▸ Collected data entries
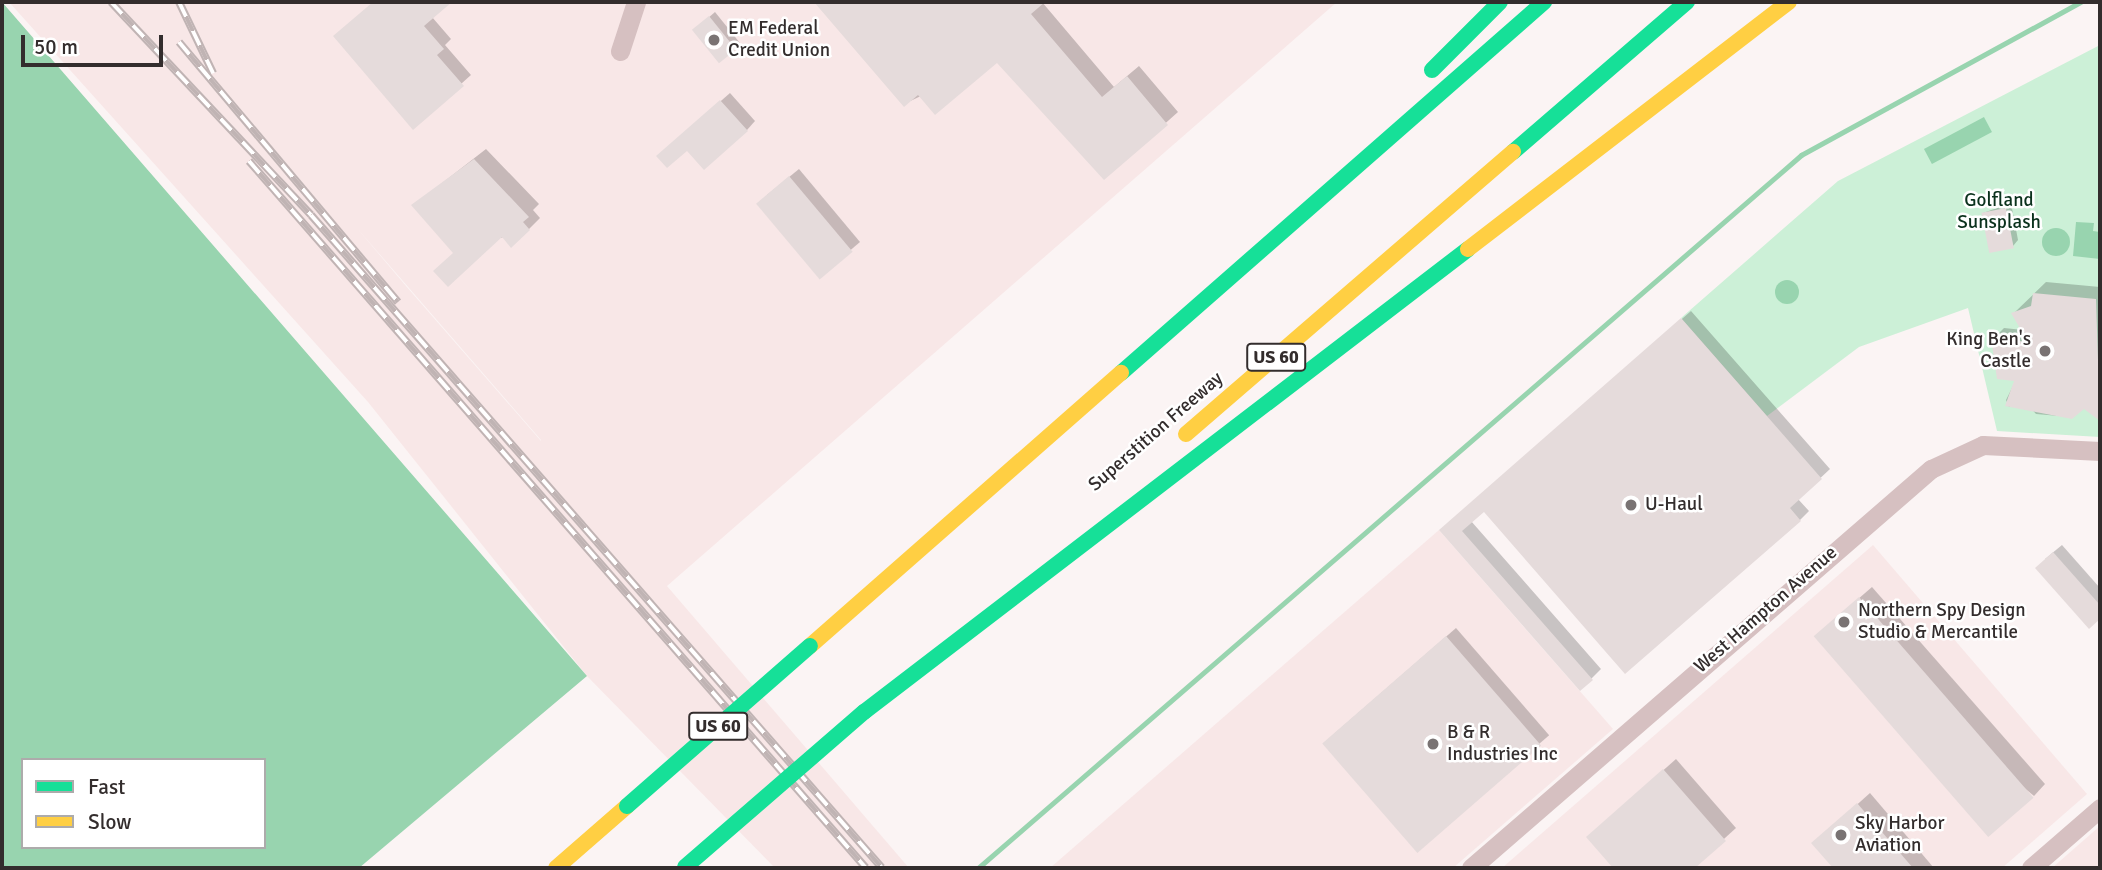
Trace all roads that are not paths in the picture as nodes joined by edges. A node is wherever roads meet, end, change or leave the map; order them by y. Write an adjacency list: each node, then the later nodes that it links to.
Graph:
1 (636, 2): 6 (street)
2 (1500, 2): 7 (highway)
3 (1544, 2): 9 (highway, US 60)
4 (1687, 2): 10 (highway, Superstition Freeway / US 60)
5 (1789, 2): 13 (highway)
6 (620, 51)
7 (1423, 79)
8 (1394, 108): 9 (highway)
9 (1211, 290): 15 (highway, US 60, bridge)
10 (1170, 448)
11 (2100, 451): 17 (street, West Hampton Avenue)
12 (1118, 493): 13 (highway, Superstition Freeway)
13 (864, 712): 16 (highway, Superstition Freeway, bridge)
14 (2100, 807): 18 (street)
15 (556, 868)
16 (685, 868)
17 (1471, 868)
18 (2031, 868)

▸ Activity
Restate the data word for word without pictures.

▸ Response for this exercise
Trace all roads that are not paths in the picture as nodes joined by edges. A node is wherever roads meet, end, change or leave the map; order them by y. Write an adjacency list: each node, then the later nodes that it links to.
Graph:
1 (636, 2): 6 (street)
2 (1500, 2): 7 (highway)
3 (1544, 2): 9 (highway, US 60)
4 (1687, 2): 10 (highway, Superstition Freeway / US 60)
5 (1789, 2): 13 (highway)
6 (620, 51)
7 (1423, 79)
8 (1394, 108): 9 (highway)
9 (1211, 290): 15 (highway, US 60, bridge)
10 (1170, 448)
11 (2100, 451): 17 (street, West Hampton Avenue)
12 (1118, 493): 13 (highway, Superstition Freeway)
13 (864, 712): 16 (highway, Superstition Freeway, bridge)
14 (2100, 807): 18 (street)
15 (556, 868)
16 (685, 868)
17 (1471, 868)
18 (2031, 868)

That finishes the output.